*TRY IT*
Since pictures are not wanted in the copy, output only the rest of each record exactly.

:::

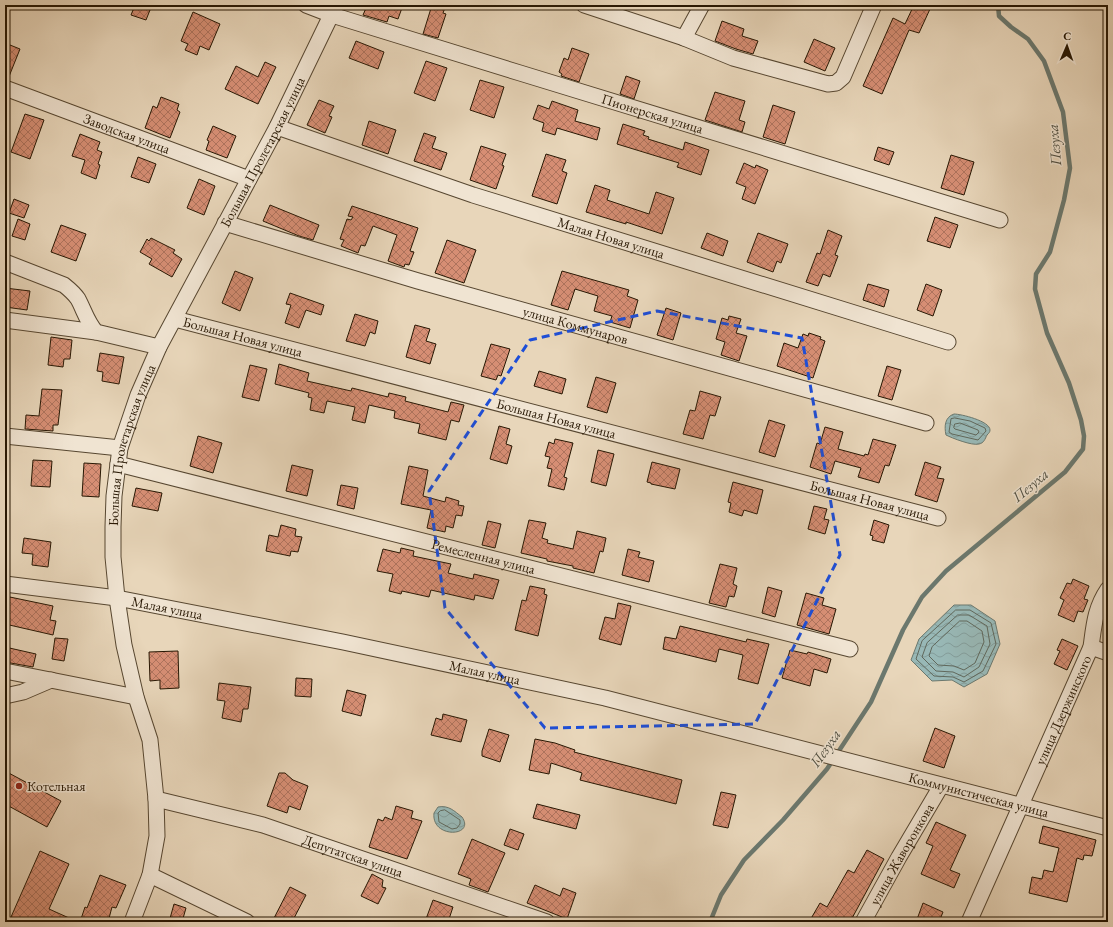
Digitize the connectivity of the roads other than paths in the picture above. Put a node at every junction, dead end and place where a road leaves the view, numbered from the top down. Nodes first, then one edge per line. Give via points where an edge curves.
1 (306, 5) edge
2 (584, 5) edge
3 (702, 5) edge
4 (874, 5) edge
5 (334, 10) edge
6 (684, 38) junction
7 (5, 88) edge
8 (277, 127) junction
9 (249, 179) junction
10 (1000, 220) dead end
11 (225, 223) junction
12 (5, 262) edge
13 (175, 319) junction
14 (5, 320) edge
15 (96, 332) junction
16 (948, 342) dead end
17 (159, 347) junction
18 (926, 423) dead end
19 (5, 436) edge
20 (120, 448) junction
21 (118, 464) junction
22 (938, 518) dead end
23 (5, 584) edge
24 (1108, 589) edge
25 (117, 598) junction
26 (1091, 647) junction
27 (850, 649) dead end
28 (1108, 653) edge
29 (5, 671) edge
30 (50, 680) junction
31 (5, 696) edge
32 (136, 697) junction
33 (849, 761) joint
34 (941, 786) junction
35 (156, 799) junction
36 (1020, 806) junction
37 (1108, 828) edge
38 (150, 875) junction
39 (132, 922) edge
40 (247, 922) edge
41 (547, 922) edge
42 (862, 922) edge
43 (969, 922) edge

1 - 5 street, Пионерская улица
2 - 6 street
3 - 6 street
4 - 6 street via 843,77 836,83 828,84 733,58
5 - 8 street, Большая Пролетарская улица
5 - 10 street, Пионерская улица via 520,73
7 - 9 street, Заводская улица
8 - 9 street, Большая Пролетарская улица
8 - 16 street, Малая Новая улица via 473,195
9 - 11 street, Большая Пролетарская улица
11 - 13 street, Большая Пролетарская улица
11 - 18 street, улица Коммунаров via 426,283
12 - 15 street via 64,285 78,299 89,324
13 - 17 street, Большая Пролетарская улица
13 - 22 street, Большая Новая улица
14 - 15 street
15 - 17 street
17 - 20 street, Большая Пролетарская улица via 138,395
19 - 20 street
20 - 21 street, Большая Пролетарская улица
21 - 25 street, Большая Пролетарская улица via 113,526
21 - 27 street, Ремесленная улица
23 - 25 street, Малая улица
24 - 26 street, улица Дзержинского via 1096,612
25 - 32 street, Большая Пролетарская улица via 124,646
25 - 33 street, Малая улица via 343,642 605,698
26 - 28 street
26 - 36 street, улица Дзержинского
29 - 30 street
30 - 31 street via 23,692
30 - 32 street
32 - 35 street, Большая Пролетарская улица via 150,740
33 - 34 street, Коммунистическая улица
34 - 36 street, Коммунистическая улица
34 - 42 street, улица Жаворонкова
35 - 38 street, Большая Пролетарская улица via 157,836
35 - 41 street, Депутатская улица via 263,825
36 - 37 street, Коммунистическая улица
36 - 43 street, улица Дзержинского
38 - 39 street, Большая Пролетарская улица
38 - 40 street

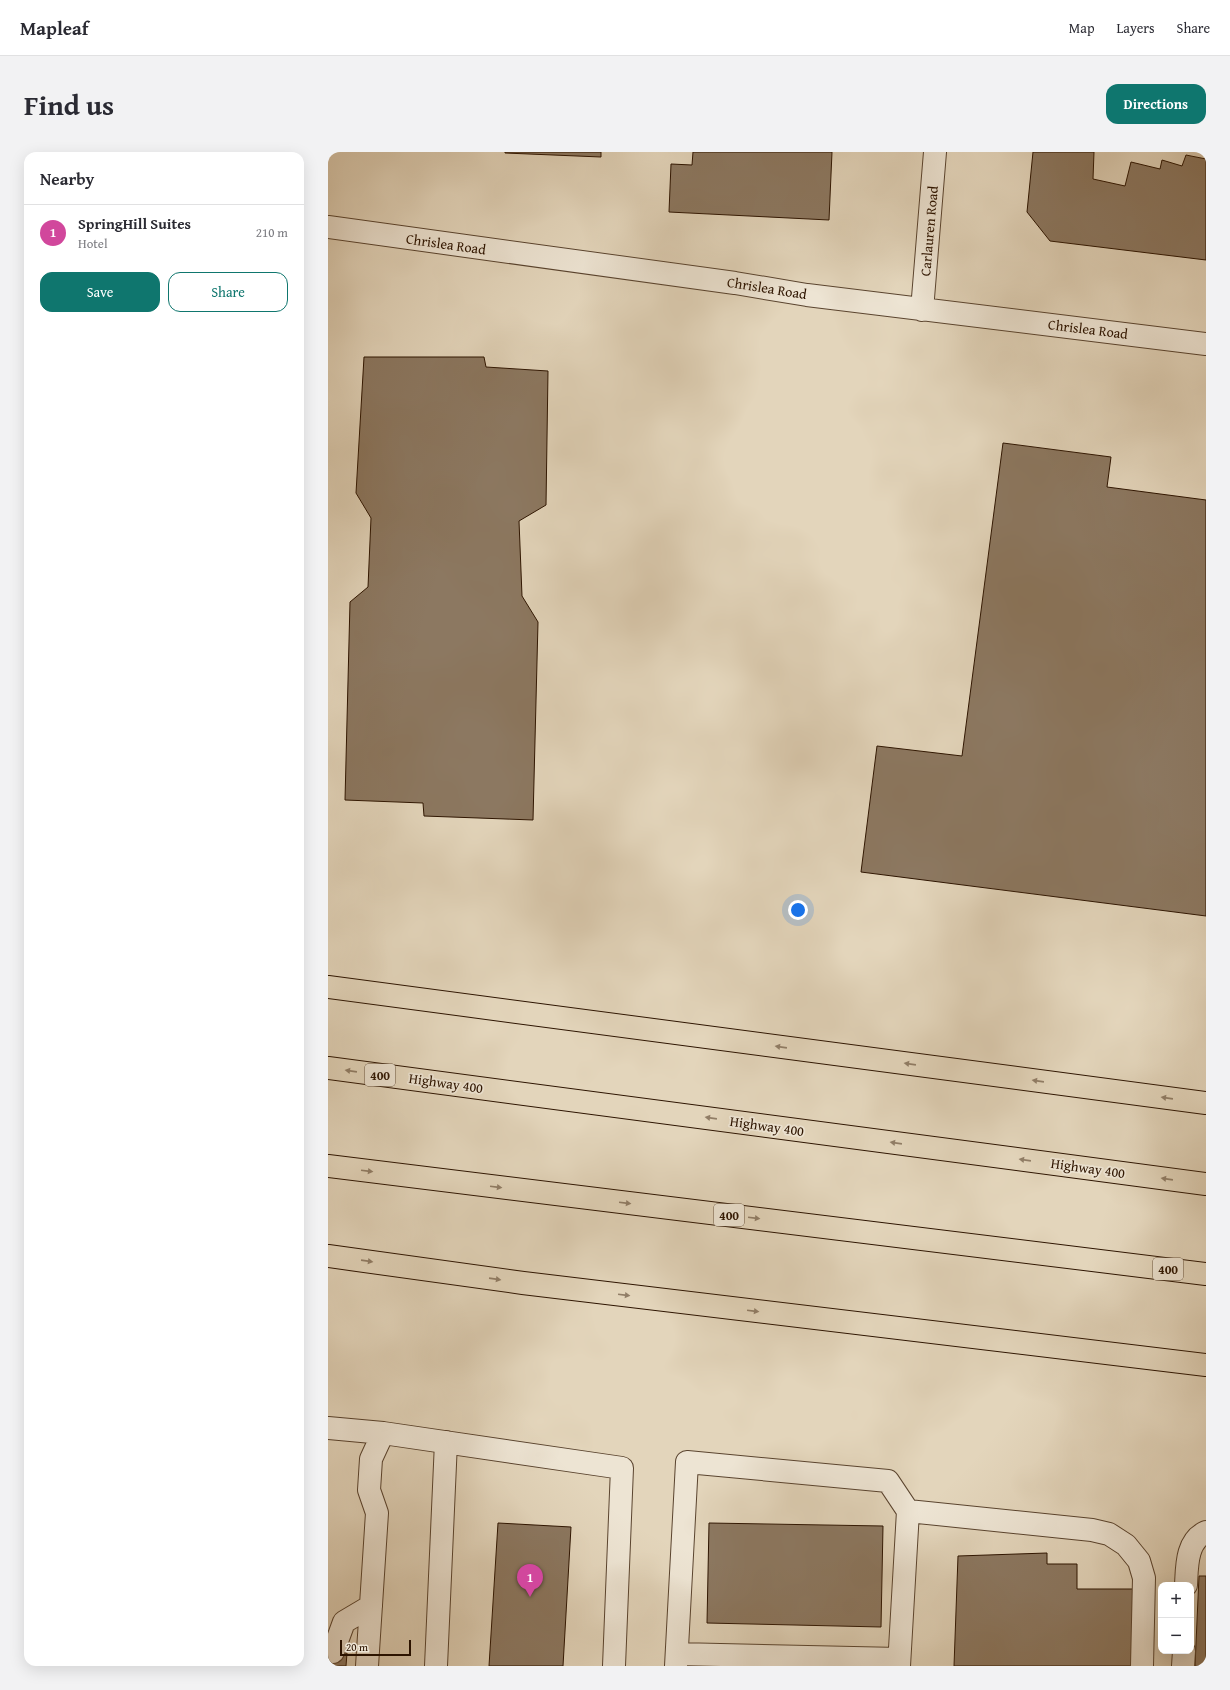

:::

*RESULT*
Digitize the connectivity of the roads other than paths in the picture above. Put a node at every junction, dead end and place where a road leaves the view, numbered from the top down. Nodes first, then one edge per line. Give via points where an edge curves.
1 (306, 5) edge
2 (584, 5) edge
3 (702, 5) edge
4 (874, 5) edge
5 (334, 10) edge
6 (684, 38) junction
7 (5, 88) edge
8 (277, 127) junction
9 (249, 179) junction
10 (1000, 220) dead end
11 (225, 223) junction
12 (5, 262) edge
13 (175, 319) junction
14 (5, 320) edge
15 (96, 332) junction
16 (948, 342) dead end
17 (159, 347) junction
18 (926, 423) dead end
19 (5, 436) edge
20 (120, 448) junction
21 (118, 464) junction
22 (938, 518) dead end
23 (5, 584) edge
24 (1108, 589) edge
25 (117, 598) junction
26 (1091, 647) junction
27 (850, 649) dead end
28 (1108, 653) edge
29 (5, 671) edge
30 (50, 680) junction
31 (5, 696) edge
32 (136, 697) junction
33 (849, 761) joint
34 (941, 786) junction
35 (156, 799) junction
36 (1020, 806) junction
37 (1108, 828) edge
38 (150, 875) junction
39 (132, 922) edge
40 (247, 922) edge
41 (547, 922) edge
42 (862, 922) edge
43 (969, 922) edge

1 - 5 street, Пионерская улица
2 - 6 street
3 - 6 street
4 - 6 street via 843,77 836,83 828,84 733,58
5 - 8 street, Большая Пролетарская улица
5 - 10 street, Пионерская улица via 520,73
7 - 9 street, Заводская улица
8 - 9 street, Большая Пролетарская улица
8 - 16 street, Малая Новая улица via 473,195
9 - 11 street, Большая Пролетарская улица
11 - 13 street, Большая Пролетарская улица
11 - 18 street, улица Коммунаров via 426,283
12 - 15 street via 64,285 78,299 89,324
13 - 17 street, Большая Пролетарская улица
13 - 22 street, Большая Новая улица
14 - 15 street
15 - 17 street
17 - 20 street, Большая Пролетарская улица via 138,395
19 - 20 street
20 - 21 street, Большая Пролетарская улица
21 - 25 street, Большая Пролетарская улица via 113,526
21 - 27 street, Ремесленная улица
23 - 25 street, Малая улица
24 - 26 street, улица Дзержинского via 1096,612
25 - 32 street, Большая Пролетарская улица via 124,646
25 - 33 street, Малая улица via 343,642 605,698
26 - 28 street
26 - 36 street, улица Дзержинского
29 - 30 street
30 - 31 street via 23,692
30 - 32 street
32 - 35 street, Большая Пролетарская улица via 150,740
33 - 34 street, Коммунистическая улица
34 - 36 street, Коммунистическая улица
34 - 42 street, улица Жаворонкова
35 - 38 street, Большая Пролетарская улица via 157,836
35 - 41 street, Депутатская улица via 263,825
36 - 37 street, Коммунистическая улица
36 - 43 street, улица Дзержинского
38 - 39 street, Большая Пролетарская улица
38 - 40 street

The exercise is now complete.